» **PROMPT**: Tally the lines below that hold the string "hand", and give only the tally.

Keypoint coordinate data:
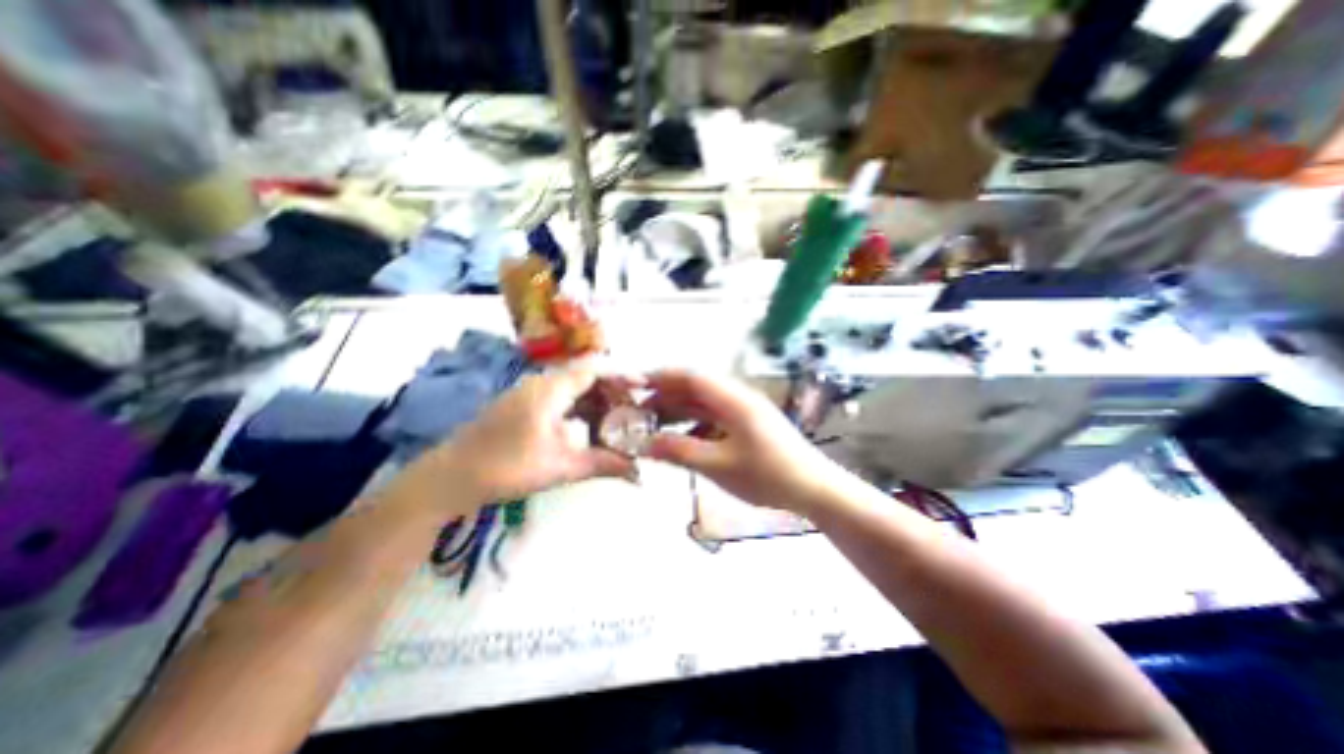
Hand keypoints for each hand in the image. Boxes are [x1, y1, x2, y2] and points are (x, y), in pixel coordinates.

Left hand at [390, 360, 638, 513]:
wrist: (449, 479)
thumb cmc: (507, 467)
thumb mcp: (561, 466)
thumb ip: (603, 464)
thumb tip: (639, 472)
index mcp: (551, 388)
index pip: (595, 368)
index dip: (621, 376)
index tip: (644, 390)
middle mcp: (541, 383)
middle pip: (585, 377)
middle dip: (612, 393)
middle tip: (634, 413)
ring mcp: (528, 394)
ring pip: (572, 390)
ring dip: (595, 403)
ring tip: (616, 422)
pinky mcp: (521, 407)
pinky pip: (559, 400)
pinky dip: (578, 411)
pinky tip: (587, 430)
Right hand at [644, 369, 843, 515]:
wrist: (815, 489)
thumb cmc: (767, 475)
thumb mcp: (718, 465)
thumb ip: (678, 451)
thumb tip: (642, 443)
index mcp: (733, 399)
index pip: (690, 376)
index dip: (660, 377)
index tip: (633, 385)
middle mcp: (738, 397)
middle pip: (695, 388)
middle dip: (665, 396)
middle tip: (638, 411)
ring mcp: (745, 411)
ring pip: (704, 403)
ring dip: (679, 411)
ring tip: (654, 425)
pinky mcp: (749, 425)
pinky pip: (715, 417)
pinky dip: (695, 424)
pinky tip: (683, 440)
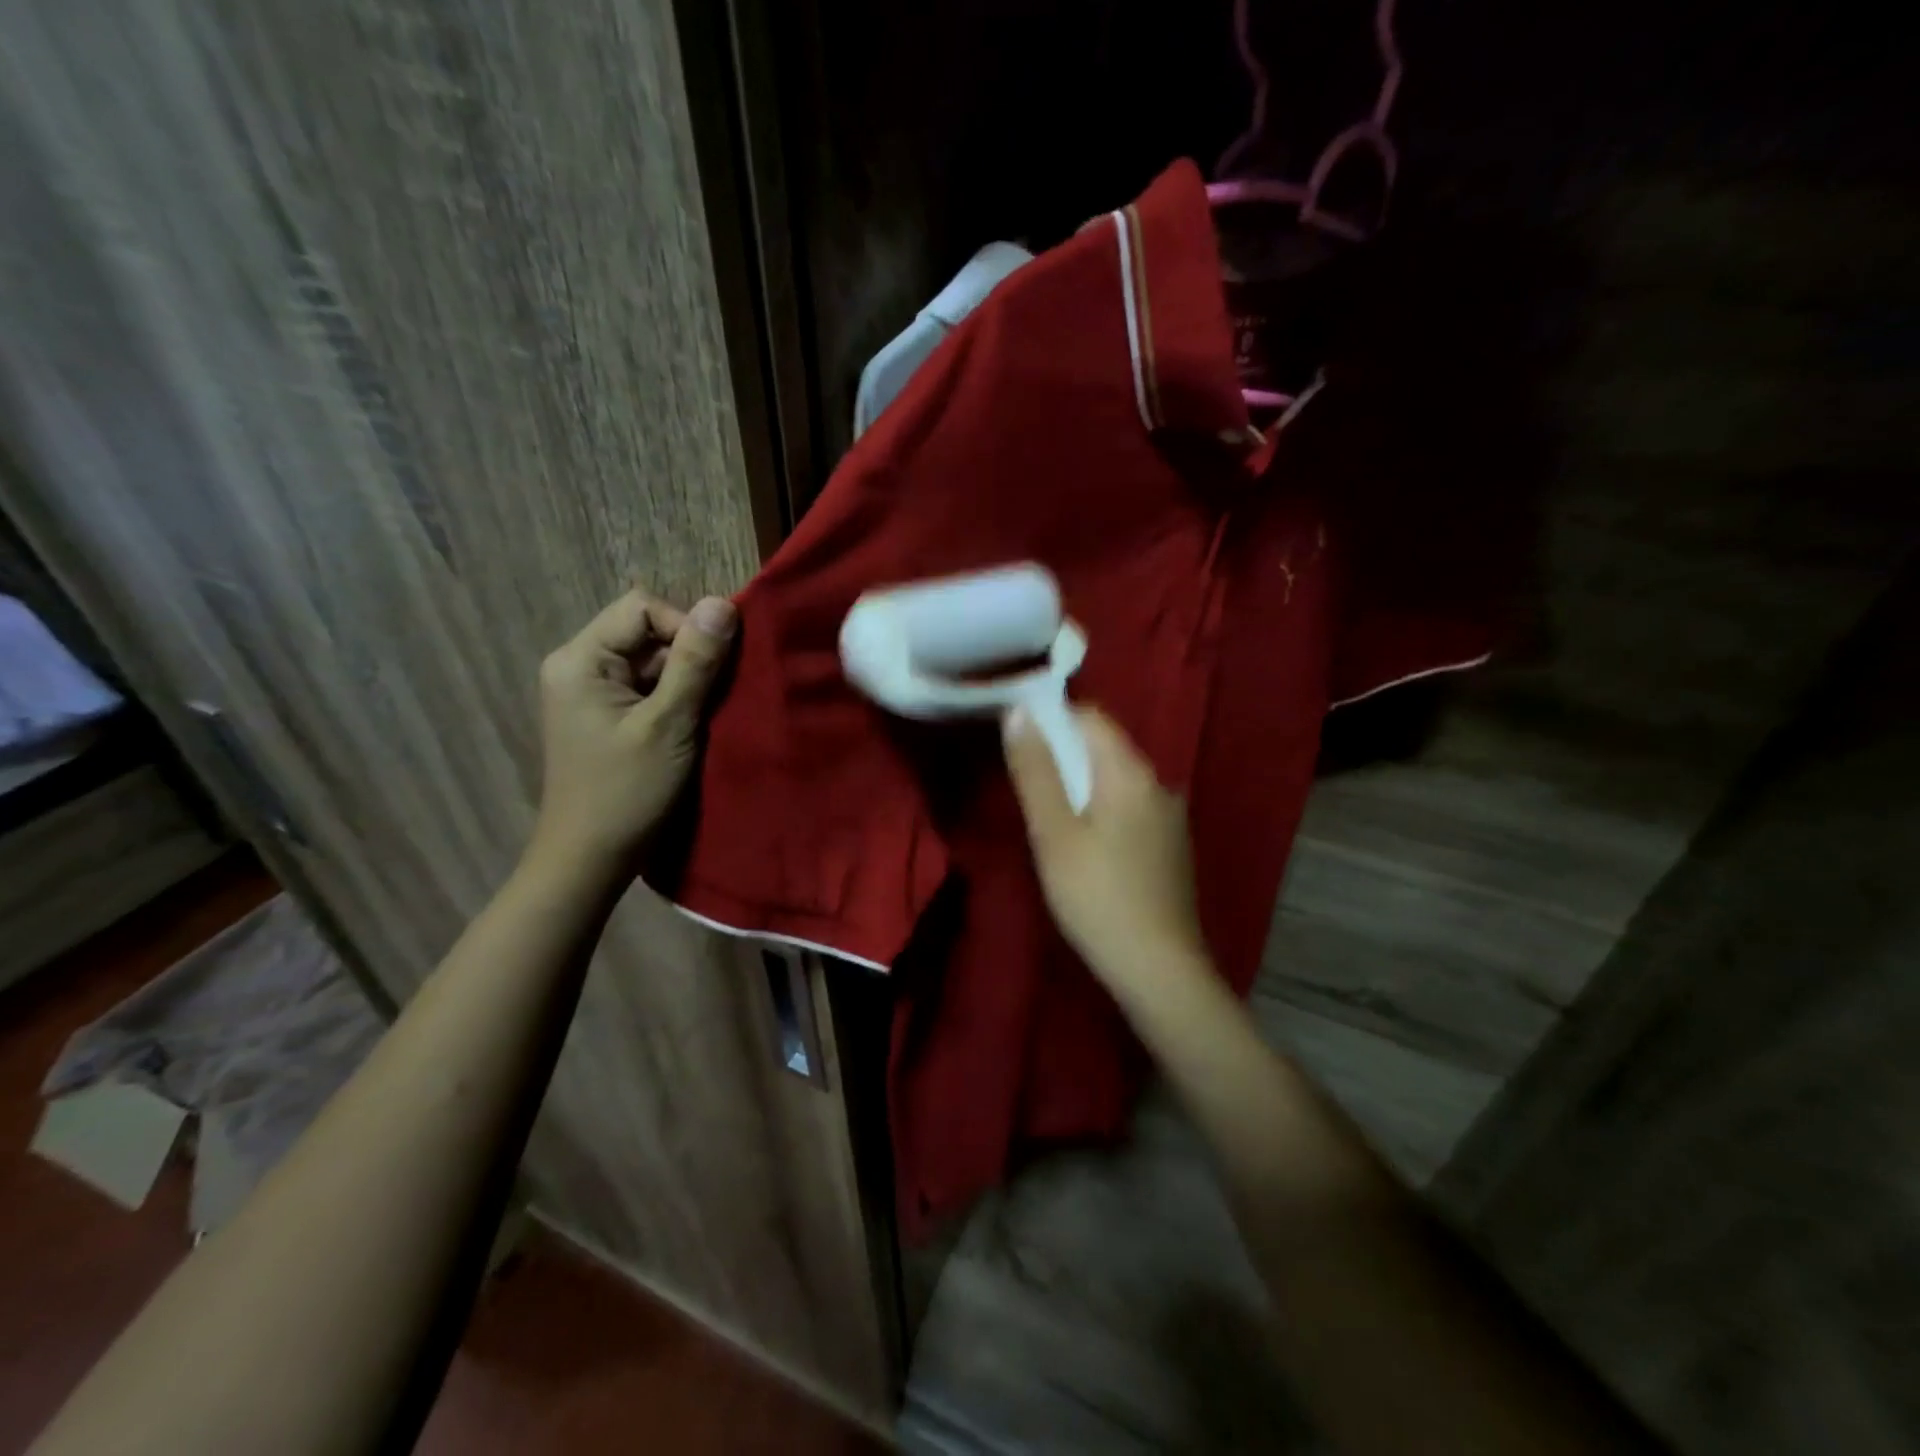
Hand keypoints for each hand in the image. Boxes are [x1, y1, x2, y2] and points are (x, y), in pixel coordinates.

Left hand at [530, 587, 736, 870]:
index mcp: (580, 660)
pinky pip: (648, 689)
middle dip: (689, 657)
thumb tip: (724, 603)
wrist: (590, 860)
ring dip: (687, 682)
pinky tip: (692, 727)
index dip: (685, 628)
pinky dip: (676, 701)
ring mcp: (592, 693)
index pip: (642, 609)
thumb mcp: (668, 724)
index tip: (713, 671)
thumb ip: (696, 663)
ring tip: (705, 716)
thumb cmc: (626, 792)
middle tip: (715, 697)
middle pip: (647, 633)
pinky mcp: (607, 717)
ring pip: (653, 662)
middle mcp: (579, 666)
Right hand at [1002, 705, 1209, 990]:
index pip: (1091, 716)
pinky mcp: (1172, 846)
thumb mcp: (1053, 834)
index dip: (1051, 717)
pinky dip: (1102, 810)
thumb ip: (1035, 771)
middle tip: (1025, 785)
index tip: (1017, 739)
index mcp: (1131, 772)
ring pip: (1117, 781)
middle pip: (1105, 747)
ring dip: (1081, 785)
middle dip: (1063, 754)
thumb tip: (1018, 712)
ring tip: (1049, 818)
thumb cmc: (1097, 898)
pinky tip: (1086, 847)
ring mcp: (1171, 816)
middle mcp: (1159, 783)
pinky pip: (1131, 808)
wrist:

» **SOLUTION FOR THIS TASK**: 6